**Material provided**
=== Begin Enclosure ===
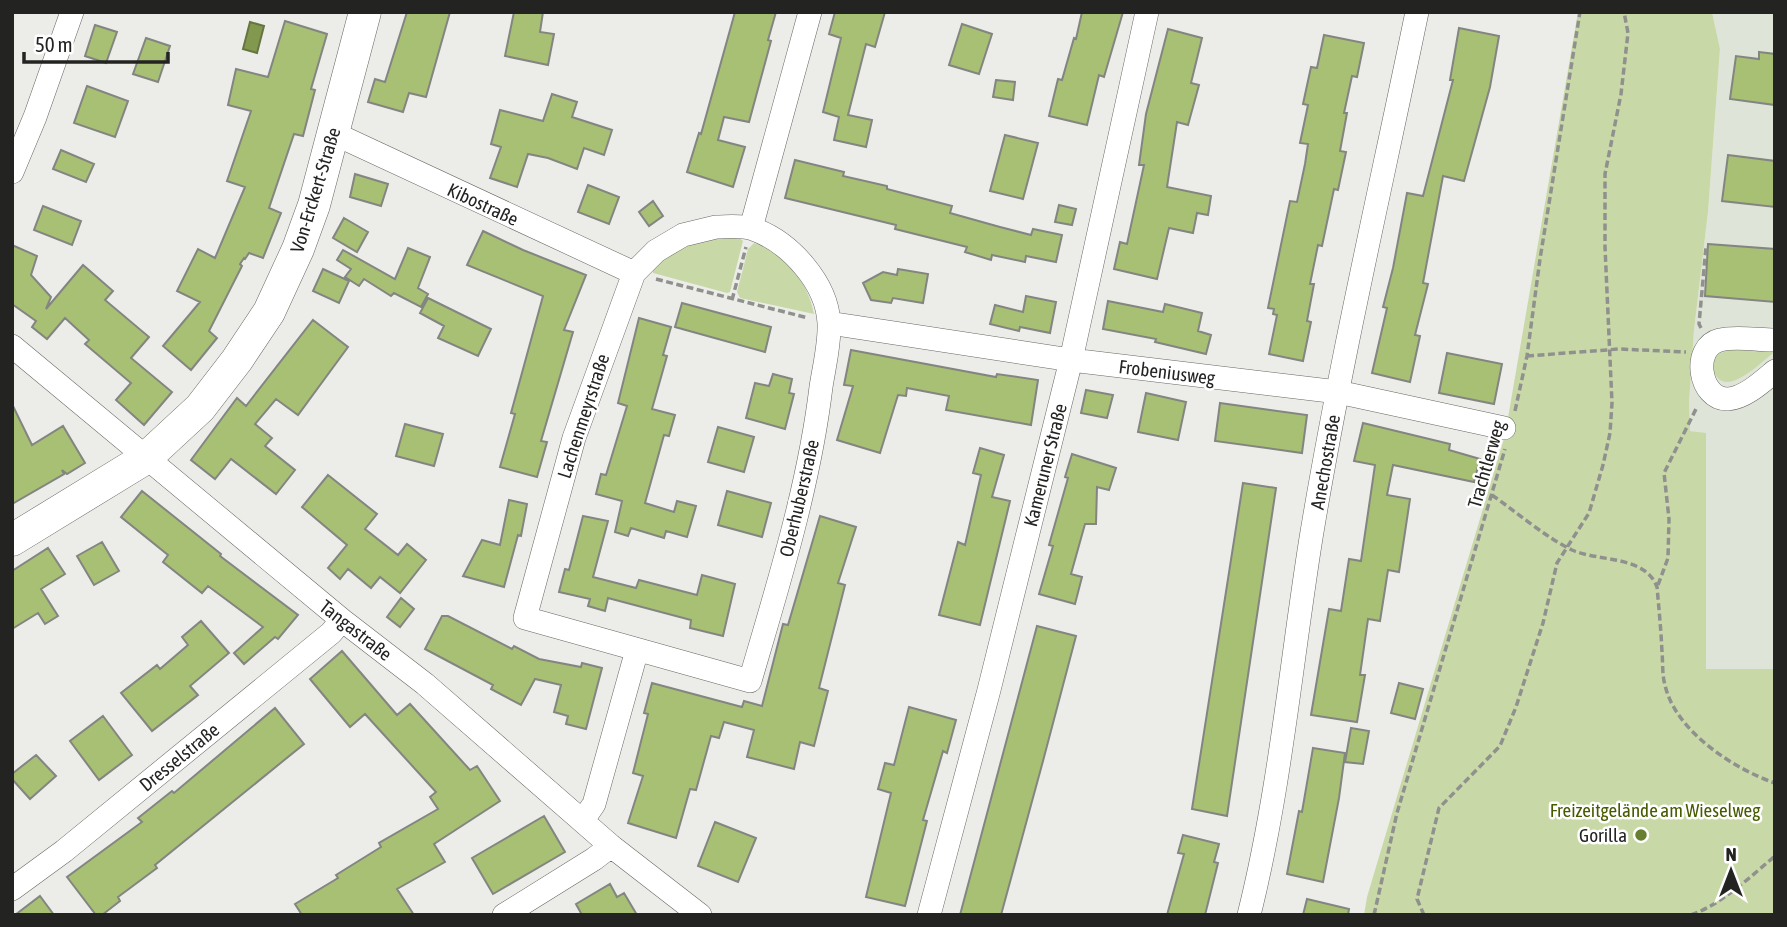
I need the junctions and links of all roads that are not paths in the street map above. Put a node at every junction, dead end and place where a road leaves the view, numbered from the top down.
1 (72, 12) edge
2 (365, 12) edge
3 (810, 12) edge
4 (1147, 12) edge
5 (1417, 12) edge
6 (333, 133) junction
7 (12, 172) edge
8 (751, 228) junction
9 (634, 273) junction
10 (830, 323) junction
11 (1775, 340) edge
12 (12, 346) edge
13 (1071, 360) junction
14 (1775, 371) edge
15 (1338, 392) junction
16 (1508, 429) road end
17 (146, 458) junction
18 (12, 540) edge
19 (342, 620) junction
20 (637, 650) junction
21 (583, 820) junction
22 (611, 845) junction
23 (12, 890) edge
24 (504, 915) edge
25 (700, 915) edge
26 (929, 915) edge
27 (1249, 915) edge

1 - 7 street
2 - 6 street, Von-Erckert-Straße
3 - 8 street
4 - 13 street, Kameruner Straße
5 - 15 street, Anechostraße
6 - 9 street, Kibostraße
6 - 17 street, Von-Erckert-Straße
8 - 9 street, Lachenmeyrstraße
8 - 10 street, Oberhuberstraße
9 - 20 street, Lachenmeyrstraße
10 - 13 street, Frobeniusweg
10 - 20 street, Oberhuberstraße
11 - 14 street
12 - 17 street, Tangastraße
13 - 15 street, Frobeniusweg
13 - 26 street, Kameruner Straße
15 - 16 street, Frobeniusweg
15 - 27 street, Anechostraße
17 - 18 street, Von-Erckert-Straße
17 - 19 street, Tangastraße
19 - 21 street, Tangastraße
19 - 23 street, Dresselstraße
20 - 21 street
21 - 22 street, Tangastraße
22 - 24 street
22 - 25 street, Tangastraße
=== End Enclosure ===
**Task instructions**
After removing the pictures, set down every record above exactly as it stands.

**Solution to this problem**
I need the junctions and links of all roads that are not paths in the street map above. Put a node at every junction, dead end and place where a road leaves the view, numbered from the top down.
1 (72, 12) edge
2 (365, 12) edge
3 (810, 12) edge
4 (1147, 12) edge
5 (1417, 12) edge
6 (333, 133) junction
7 (12, 172) edge
8 (751, 228) junction
9 (634, 273) junction
10 (830, 323) junction
11 (1775, 340) edge
12 (12, 346) edge
13 (1071, 360) junction
14 (1775, 371) edge
15 (1338, 392) junction
16 (1508, 429) road end
17 (146, 458) junction
18 (12, 540) edge
19 (342, 620) junction
20 (637, 650) junction
21 (583, 820) junction
22 (611, 845) junction
23 (12, 890) edge
24 (504, 915) edge
25 (700, 915) edge
26 (929, 915) edge
27 (1249, 915) edge

1 - 7 street
2 - 6 street, Von-Erckert-Straße
3 - 8 street
4 - 13 street, Kameruner Straße
5 - 15 street, Anechostraße
6 - 9 street, Kibostraße
6 - 17 street, Von-Erckert-Straße
8 - 9 street, Lachenmeyrstraße
8 - 10 street, Oberhuberstraße
9 - 20 street, Lachenmeyrstraße
10 - 13 street, Frobeniusweg
10 - 20 street, Oberhuberstraße
11 - 14 street
12 - 17 street, Tangastraße
13 - 15 street, Frobeniusweg
13 - 26 street, Kameruner Straße
15 - 16 street, Frobeniusweg
15 - 27 street, Anechostraße
17 - 18 street, Von-Erckert-Straße
17 - 19 street, Tangastraße
19 - 21 street, Tangastraße
19 - 23 street, Dresselstraße
20 - 21 street
21 - 22 street, Tangastraße
22 - 24 street
22 - 25 street, Tangastraße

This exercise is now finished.